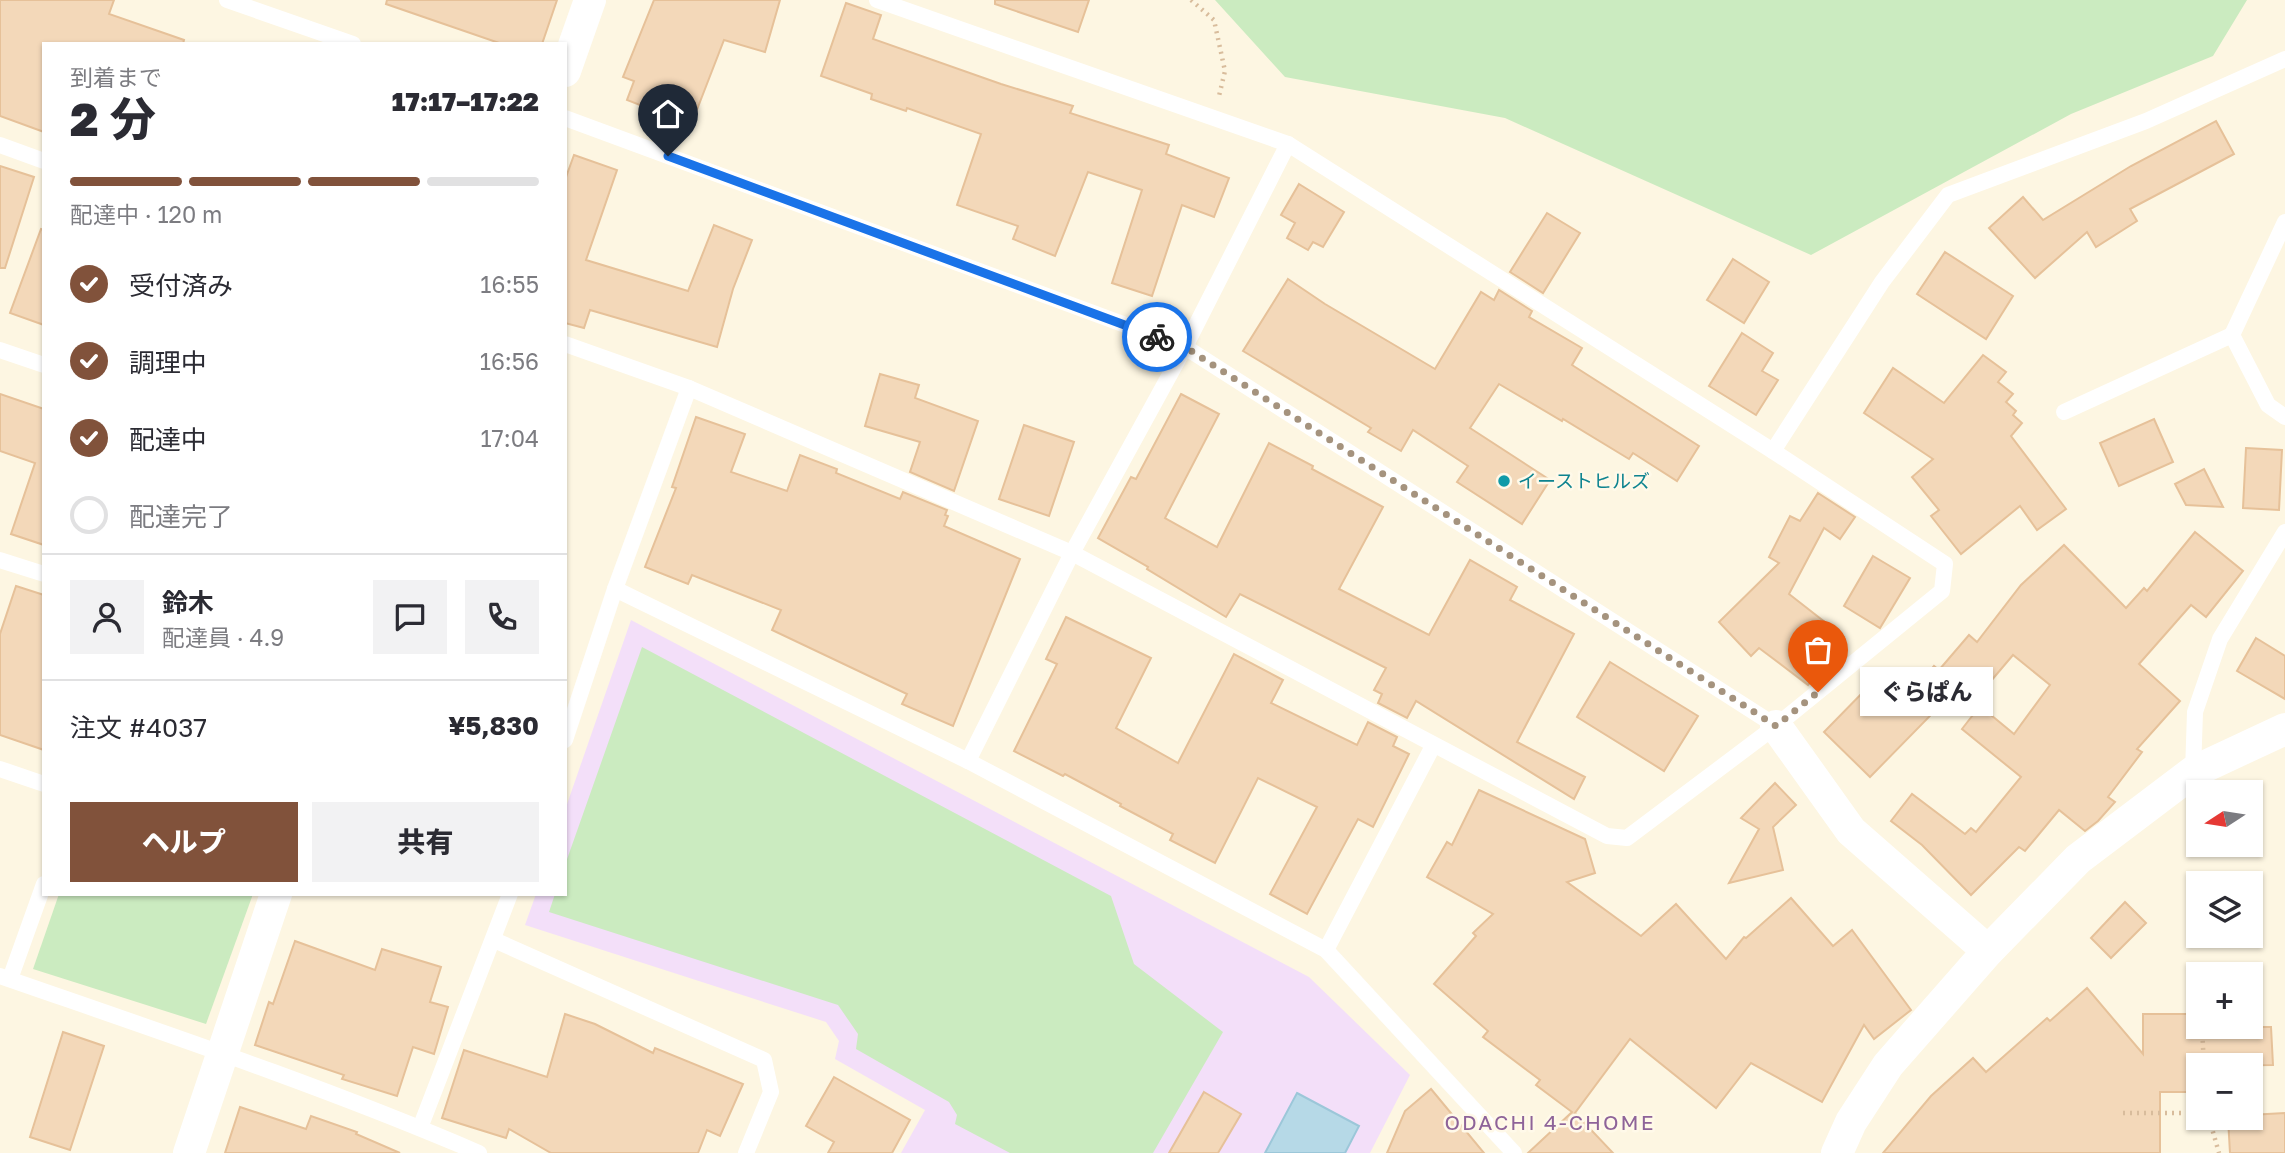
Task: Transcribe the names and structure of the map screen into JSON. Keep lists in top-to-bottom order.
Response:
{
  "districts": ["ODACHI 4-CHOME"],
  "places": ["イーストヒルズ", "ぐらぱん"],
  "north": "left",
  "page": {
    "heading": ["2 分", "到着まで", "17:17–17:22"],
    "panel": [
      "鈴木",
      "配達員 · 4.9",
      "注文 #4037",
      "¥5,830"
    ],
    "bar": "配達中 · 120 m",
    "list": [
      ["受付済み", "16:55"],
      ["調理中", "16:56"],
      ["配達中", "17:04"],
      "配達完了"
    ],
    "bubble": "ぐらぱん",
    "map_buttons": ["+", "−"],
    "buttons": ["ヘルプ", "共有"]
  }
}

======

Exercise: All lines above must be repeated exactly, and the pictures must be omitted.

Answer:
Task: Transcribe the names and structure of the map screen into JSON. Keep lists in top-to-bottom order.
Response:
{
  "districts": ["ODACHI 4-CHOME"],
  "places": ["イーストヒルズ", "ぐらぱん"],
  "north": "left",
  "page": {
    "heading": ["2 分", "到着まで", "17:17–17:22"],
    "panel": [
      "鈴木",
      "配達員 · 4.9",
      "注文 #4037",
      "¥5,830"
    ],
    "bar": "配達中 · 120 m",
    "list": [
      ["受付済み", "16:55"],
      ["調理中", "16:56"],
      ["配達中", "17:04"],
      "配達完了"
    ],
    "bubble": "ぐらぱん",
    "map_buttons": ["+", "−"],
    "buttons": ["ヘルプ", "共有"]
  }
}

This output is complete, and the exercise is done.